Before the race began, these same brothers encouraged me to jog with them.  I laughed.  With the above three strikes against me, I knew it would only be a few paces before they would pass and I would be left walking for a bit.  But as I kept up I was encouraged to keep jogging, even when my body screamed otherwise.  My dear friend Nik began running this summer and was setting our pace.  James running alongside the two of us encouraged, challenged, beckoned, pressed, and shouted words of exhortation to keep going.  Words and mantras from the summer flew out of his lips as he refused to let us slow down or quit the jog.  I looked at Nik and declared, “I’ll keep jogging as long as you do,” secretly hoping he would slow down soon so my body could have a slight reprieve.
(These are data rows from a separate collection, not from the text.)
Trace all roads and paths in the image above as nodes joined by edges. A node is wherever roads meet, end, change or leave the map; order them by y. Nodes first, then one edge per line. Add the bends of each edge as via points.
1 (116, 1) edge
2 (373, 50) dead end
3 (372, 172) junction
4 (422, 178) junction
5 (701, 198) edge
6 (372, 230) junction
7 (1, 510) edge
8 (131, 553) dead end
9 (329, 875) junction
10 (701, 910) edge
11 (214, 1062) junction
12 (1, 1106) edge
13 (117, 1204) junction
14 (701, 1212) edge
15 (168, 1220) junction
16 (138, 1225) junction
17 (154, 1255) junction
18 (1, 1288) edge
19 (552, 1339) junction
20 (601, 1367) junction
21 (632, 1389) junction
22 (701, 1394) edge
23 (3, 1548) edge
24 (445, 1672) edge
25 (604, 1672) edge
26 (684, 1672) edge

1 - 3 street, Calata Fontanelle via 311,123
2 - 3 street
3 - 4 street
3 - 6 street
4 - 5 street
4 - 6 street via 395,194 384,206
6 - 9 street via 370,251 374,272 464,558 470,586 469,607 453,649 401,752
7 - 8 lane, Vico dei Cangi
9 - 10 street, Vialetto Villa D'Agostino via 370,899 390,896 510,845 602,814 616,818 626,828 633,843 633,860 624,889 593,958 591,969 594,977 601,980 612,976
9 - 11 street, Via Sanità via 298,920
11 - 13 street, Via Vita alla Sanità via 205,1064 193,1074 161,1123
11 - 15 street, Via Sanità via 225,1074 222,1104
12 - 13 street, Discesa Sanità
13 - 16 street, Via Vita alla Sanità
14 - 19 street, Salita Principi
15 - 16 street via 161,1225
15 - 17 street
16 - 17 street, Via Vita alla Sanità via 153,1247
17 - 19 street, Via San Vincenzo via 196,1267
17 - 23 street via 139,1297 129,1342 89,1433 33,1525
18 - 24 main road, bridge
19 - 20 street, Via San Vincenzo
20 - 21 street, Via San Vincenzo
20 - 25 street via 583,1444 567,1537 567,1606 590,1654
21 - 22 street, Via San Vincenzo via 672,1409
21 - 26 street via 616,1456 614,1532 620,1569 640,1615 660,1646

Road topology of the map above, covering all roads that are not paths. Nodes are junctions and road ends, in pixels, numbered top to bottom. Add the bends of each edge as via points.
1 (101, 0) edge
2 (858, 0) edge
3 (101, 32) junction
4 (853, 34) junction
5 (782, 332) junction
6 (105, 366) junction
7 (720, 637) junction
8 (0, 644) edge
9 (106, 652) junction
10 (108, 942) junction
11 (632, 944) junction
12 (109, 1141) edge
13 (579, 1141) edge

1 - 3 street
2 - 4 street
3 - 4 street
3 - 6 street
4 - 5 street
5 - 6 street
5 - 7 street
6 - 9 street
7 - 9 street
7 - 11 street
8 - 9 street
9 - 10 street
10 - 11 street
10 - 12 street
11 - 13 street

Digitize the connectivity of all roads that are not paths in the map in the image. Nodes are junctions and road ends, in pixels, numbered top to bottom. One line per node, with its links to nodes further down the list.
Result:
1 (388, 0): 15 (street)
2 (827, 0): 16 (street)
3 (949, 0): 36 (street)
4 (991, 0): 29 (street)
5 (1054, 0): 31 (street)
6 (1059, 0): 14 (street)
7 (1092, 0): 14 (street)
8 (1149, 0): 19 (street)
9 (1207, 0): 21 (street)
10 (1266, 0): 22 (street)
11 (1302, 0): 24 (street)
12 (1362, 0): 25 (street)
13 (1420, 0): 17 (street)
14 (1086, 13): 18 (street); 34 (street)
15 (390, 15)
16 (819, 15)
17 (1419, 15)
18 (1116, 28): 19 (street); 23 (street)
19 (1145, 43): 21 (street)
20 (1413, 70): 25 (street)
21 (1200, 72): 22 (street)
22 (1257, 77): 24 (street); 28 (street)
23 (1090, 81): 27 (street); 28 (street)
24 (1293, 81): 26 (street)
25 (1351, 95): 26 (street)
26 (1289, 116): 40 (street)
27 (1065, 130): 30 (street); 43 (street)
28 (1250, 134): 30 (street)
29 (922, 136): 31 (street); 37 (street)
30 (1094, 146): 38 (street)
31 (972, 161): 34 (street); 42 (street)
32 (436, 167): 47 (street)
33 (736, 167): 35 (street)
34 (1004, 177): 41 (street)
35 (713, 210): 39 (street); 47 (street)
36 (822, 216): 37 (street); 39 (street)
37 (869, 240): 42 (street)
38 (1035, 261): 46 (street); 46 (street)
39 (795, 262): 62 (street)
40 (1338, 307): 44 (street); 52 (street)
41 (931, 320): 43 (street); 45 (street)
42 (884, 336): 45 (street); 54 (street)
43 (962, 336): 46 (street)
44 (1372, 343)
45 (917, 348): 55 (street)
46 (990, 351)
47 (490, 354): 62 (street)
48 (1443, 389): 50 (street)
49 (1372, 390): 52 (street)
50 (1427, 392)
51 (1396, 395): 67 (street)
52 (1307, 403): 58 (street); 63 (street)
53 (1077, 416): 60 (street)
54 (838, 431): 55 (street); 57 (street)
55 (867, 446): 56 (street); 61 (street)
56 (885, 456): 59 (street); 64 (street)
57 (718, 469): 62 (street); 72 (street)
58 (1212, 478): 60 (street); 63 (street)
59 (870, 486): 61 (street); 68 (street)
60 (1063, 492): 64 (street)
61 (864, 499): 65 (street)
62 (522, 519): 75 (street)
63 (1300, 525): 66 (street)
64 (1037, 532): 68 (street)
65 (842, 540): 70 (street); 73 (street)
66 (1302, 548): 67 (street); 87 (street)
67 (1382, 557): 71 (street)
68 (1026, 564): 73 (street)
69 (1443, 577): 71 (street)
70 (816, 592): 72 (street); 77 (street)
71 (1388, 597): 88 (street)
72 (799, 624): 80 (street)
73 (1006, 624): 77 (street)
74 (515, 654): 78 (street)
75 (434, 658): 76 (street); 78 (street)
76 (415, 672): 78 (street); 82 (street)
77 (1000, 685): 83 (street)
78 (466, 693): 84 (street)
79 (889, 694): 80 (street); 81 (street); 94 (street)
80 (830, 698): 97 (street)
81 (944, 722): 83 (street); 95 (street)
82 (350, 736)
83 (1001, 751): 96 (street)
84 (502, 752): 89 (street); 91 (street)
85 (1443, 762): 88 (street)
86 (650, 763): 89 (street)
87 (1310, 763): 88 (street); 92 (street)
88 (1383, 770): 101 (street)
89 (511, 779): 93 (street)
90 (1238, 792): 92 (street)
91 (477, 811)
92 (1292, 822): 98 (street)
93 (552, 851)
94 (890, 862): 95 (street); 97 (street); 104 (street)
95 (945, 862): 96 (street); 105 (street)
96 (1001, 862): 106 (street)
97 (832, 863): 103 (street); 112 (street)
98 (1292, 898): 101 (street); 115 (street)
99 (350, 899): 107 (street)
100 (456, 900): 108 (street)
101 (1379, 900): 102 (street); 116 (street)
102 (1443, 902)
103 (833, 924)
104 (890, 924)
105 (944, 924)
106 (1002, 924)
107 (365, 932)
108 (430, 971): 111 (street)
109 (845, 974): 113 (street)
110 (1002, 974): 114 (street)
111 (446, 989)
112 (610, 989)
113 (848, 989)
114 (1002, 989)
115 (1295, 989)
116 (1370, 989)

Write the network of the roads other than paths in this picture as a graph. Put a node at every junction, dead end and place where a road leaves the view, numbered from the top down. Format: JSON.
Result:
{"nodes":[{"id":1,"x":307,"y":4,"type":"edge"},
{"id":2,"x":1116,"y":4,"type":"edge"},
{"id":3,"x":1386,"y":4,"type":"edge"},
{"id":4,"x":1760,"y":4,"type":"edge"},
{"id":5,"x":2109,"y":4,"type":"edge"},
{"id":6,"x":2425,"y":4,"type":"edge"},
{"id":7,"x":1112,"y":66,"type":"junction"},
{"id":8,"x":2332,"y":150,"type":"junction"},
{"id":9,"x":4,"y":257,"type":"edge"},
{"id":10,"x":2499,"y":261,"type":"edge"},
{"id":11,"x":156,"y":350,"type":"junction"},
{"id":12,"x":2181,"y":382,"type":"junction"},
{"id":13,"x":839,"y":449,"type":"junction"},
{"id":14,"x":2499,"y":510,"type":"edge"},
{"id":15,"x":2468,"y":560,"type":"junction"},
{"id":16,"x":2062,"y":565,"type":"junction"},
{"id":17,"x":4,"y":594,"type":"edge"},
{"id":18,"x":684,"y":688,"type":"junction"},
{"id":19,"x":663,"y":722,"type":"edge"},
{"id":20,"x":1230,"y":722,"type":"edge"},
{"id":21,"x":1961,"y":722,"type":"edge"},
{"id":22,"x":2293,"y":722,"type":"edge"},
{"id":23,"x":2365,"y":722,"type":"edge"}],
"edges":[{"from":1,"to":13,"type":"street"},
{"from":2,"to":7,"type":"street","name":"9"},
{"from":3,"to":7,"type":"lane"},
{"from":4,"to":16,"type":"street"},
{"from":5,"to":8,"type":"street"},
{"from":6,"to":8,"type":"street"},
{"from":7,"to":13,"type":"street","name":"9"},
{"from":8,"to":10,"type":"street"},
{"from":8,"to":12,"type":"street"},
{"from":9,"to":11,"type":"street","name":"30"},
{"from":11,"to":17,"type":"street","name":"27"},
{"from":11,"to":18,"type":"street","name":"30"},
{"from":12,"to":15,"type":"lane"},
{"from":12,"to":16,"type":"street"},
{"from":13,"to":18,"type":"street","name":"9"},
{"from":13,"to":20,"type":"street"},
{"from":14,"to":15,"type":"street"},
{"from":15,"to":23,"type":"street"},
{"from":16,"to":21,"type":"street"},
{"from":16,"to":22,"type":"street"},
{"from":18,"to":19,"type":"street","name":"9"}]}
We panted, puffed, and pressed onward.  Finally reaching the half way point that marked our turn-around, we walked a hundred or so paces before taking up the jog again.  As we neared the finished, though exhausted, Nik took off in a full sprint with liquid velocity and gusto.  I passed the finish line soon thereafter with praises upon my lips … well, in between the deep breathes to regain life and consciousness.

It’s crazy.  Except for a hundred or so paces of walking, I completed a 5k in a light jog.  Last October, in the middle of my half marathon training, I had to jog-walk-jog-walk a 5 mile race.  Here I was without training, in high elevation, finishing a 5k with two major differences: I was completely dependent on Jesus to get me through and there were a couple men who “forced” me to press onward.

There is something to be said about camaraderie and a Godly brotherhood of men who press each other  – not just in a 5k race but further and deeper down the Narrow Way of the Cross.  A few weeks ago I talked about iron sharpening iron and men who have that influence in my life.  Having such men who will come alongside and press, exhort, encourage, and refuse to allow any flesh, flab, or fluff in my life – brings about another level of passion, focus, and intensity.  I am not talking about the modern understanding of “accountability” that leaves individuals helpless, lacking, and in the same state they started.  I am referring to a band of brothers who encourage one another, fight battles back to back, hold up each other’s arms when weary, stand in the gap, pray with calloused knees, and aggressively go after Jesus together.  A group of men who think nothing of themselves so Jesus can spill and spend their lives for His glory and pleasure.

What if we would don the bright green tshirts, coming alongside to exhort one another to jog (not walk) down the endless frontier of the Deeper Christian Life (ie: Jesus)?

Oh, and we later found out they had miscalculated the distance.  It was actually between 4-4.5 miles (rather than the 5k distance of 3.1 miles).  My legs certainly reminded me of that fact for the next several days.